╔══
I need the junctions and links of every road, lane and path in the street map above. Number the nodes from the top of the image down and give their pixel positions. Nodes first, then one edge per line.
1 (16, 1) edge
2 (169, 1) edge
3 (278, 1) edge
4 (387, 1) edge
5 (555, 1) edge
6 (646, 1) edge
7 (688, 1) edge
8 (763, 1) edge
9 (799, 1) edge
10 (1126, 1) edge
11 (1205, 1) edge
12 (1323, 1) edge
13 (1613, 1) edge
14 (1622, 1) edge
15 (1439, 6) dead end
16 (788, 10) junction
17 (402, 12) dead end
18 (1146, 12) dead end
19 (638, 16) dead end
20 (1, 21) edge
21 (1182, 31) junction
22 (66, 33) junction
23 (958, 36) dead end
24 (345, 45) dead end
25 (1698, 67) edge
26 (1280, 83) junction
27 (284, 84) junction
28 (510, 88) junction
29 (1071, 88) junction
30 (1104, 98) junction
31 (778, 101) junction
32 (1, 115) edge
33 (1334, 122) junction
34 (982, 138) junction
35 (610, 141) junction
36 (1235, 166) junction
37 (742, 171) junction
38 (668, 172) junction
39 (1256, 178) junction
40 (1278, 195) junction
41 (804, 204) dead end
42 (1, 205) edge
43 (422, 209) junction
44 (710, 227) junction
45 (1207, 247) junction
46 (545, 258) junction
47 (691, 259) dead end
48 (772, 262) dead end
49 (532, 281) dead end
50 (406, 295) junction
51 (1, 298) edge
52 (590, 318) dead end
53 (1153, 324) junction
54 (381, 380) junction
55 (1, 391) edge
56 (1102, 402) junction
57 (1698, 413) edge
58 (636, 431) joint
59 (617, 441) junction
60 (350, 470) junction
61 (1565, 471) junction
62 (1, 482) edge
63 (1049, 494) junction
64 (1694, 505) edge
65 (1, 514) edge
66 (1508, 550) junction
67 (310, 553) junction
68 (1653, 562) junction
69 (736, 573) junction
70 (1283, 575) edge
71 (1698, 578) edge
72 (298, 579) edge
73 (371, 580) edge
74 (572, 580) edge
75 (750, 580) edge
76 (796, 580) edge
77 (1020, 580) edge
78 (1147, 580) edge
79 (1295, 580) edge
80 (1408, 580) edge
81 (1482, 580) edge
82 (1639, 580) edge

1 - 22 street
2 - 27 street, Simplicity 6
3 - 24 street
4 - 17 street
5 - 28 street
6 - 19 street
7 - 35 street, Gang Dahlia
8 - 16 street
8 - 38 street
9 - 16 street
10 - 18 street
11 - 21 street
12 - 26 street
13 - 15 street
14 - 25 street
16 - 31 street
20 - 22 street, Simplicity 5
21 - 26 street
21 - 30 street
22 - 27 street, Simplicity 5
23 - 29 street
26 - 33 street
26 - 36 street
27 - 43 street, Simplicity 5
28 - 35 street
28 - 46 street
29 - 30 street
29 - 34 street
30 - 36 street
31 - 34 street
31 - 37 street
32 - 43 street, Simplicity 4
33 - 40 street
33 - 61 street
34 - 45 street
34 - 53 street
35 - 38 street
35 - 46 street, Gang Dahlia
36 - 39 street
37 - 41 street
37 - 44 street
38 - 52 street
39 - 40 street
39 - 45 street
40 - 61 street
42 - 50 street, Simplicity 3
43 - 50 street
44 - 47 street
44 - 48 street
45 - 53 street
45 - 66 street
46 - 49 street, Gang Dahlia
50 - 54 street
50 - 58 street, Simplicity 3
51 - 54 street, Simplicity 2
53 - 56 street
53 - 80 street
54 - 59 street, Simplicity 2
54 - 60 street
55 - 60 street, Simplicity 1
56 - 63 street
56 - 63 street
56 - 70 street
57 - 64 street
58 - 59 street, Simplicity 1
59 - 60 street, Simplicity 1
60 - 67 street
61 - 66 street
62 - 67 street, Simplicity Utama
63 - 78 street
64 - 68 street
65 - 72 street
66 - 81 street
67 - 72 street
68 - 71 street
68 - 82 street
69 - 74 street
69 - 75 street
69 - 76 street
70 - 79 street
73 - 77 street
╚══
╔══
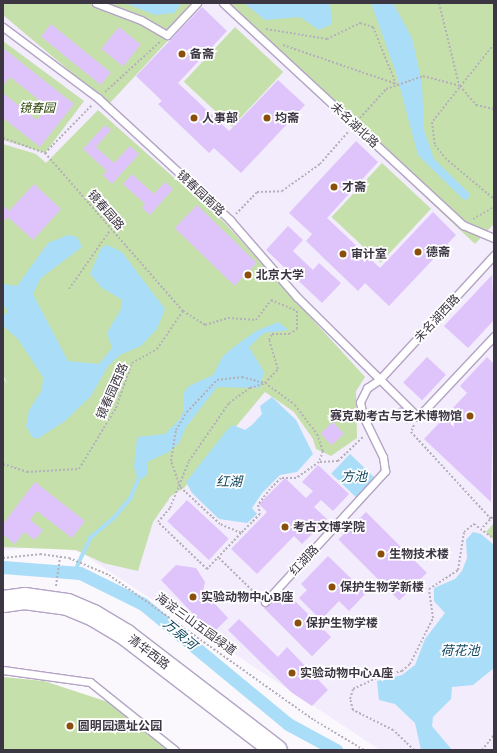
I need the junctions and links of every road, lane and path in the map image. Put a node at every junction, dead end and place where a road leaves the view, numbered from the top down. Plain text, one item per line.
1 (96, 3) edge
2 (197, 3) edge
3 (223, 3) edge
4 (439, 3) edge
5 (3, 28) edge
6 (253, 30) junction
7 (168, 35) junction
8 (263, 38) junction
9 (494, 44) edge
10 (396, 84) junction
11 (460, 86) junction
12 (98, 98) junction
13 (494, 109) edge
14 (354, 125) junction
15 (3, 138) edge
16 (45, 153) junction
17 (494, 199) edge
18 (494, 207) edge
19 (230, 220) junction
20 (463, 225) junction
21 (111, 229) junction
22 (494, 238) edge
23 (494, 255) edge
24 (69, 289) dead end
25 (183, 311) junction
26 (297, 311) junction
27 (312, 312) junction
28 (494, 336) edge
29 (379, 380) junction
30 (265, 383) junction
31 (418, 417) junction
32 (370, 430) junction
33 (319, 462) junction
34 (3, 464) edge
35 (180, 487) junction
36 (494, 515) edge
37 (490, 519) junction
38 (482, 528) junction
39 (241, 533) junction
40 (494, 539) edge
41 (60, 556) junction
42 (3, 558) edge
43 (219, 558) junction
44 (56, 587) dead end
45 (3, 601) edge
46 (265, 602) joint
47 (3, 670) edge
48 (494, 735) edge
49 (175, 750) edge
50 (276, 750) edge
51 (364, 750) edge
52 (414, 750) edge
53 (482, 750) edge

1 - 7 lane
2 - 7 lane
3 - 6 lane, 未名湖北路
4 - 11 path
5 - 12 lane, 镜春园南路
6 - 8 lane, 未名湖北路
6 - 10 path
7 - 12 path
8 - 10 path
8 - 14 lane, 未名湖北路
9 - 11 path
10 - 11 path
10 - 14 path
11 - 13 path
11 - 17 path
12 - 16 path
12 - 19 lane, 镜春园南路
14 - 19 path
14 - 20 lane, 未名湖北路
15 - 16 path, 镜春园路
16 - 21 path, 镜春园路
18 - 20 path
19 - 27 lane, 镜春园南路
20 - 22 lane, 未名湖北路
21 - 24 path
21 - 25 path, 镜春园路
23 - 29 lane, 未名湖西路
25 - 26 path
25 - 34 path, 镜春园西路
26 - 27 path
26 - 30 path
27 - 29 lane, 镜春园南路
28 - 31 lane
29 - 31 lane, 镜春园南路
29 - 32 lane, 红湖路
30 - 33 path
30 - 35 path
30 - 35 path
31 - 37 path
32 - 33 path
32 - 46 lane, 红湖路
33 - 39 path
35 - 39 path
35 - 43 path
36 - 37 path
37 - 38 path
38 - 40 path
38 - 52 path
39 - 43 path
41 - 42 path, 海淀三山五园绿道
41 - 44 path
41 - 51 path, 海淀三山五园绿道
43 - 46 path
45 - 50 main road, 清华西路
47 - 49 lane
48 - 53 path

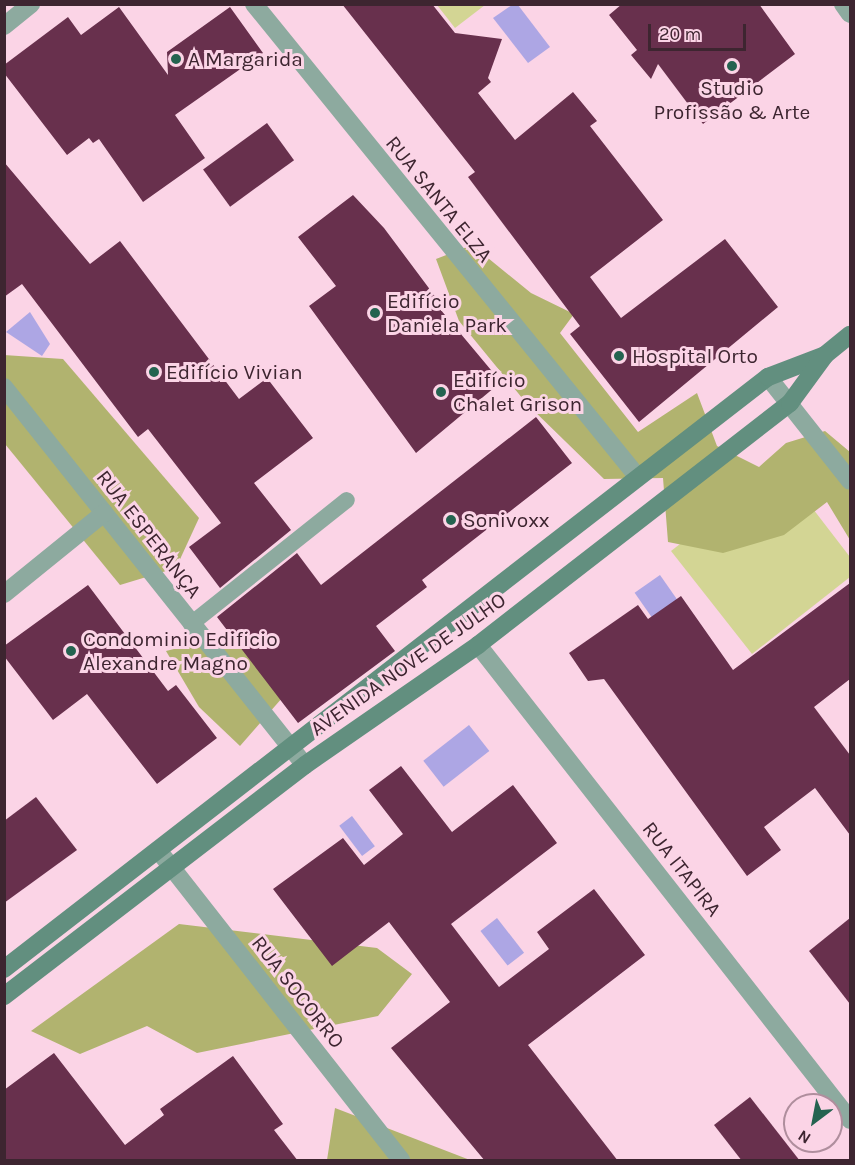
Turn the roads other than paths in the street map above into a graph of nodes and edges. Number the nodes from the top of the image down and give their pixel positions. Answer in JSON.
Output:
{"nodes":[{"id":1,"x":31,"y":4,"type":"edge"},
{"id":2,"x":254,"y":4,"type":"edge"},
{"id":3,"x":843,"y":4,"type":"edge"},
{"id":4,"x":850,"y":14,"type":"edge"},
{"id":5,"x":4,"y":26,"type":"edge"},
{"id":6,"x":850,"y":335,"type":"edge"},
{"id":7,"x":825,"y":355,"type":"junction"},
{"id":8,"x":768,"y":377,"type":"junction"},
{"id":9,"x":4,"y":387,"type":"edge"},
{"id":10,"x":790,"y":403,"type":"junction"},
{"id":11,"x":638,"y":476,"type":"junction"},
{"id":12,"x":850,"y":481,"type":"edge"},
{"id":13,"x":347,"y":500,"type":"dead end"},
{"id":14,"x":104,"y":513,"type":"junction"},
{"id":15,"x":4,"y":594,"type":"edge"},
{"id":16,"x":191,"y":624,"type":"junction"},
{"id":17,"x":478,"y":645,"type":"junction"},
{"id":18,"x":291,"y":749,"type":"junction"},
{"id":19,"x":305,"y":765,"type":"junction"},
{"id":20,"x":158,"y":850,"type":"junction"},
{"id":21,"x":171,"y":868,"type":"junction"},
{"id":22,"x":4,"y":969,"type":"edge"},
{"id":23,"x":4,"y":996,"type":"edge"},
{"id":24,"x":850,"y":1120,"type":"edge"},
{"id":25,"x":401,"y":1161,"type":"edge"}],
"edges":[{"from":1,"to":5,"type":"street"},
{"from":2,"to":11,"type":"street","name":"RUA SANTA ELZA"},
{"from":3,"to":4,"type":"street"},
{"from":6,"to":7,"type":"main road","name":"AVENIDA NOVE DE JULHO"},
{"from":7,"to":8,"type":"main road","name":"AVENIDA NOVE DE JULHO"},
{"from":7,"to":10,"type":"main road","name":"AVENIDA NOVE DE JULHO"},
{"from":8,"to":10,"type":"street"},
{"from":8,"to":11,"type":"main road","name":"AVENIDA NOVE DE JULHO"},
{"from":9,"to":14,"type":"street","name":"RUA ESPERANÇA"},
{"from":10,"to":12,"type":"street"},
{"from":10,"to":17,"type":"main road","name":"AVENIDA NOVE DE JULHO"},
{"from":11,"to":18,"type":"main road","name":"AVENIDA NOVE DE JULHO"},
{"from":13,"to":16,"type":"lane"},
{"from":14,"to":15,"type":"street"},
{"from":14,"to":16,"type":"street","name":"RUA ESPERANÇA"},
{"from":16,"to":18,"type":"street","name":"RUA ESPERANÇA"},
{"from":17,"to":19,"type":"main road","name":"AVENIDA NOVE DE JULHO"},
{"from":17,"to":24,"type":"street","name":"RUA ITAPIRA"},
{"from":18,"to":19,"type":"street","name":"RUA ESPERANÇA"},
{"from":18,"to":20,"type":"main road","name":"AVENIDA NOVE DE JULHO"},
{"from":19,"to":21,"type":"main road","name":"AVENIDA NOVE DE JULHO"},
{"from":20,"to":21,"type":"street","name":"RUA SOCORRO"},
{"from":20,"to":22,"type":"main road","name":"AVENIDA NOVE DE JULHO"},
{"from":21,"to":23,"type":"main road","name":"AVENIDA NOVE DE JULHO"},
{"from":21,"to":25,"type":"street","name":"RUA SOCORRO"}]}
╚══
## What this task involves
Copy every line of the records above that holds the word "镜春园路".

## Task response
15 - 16 path, 镜春园路
16 - 21 path, 镜春园路
21 - 25 path, 镜春园路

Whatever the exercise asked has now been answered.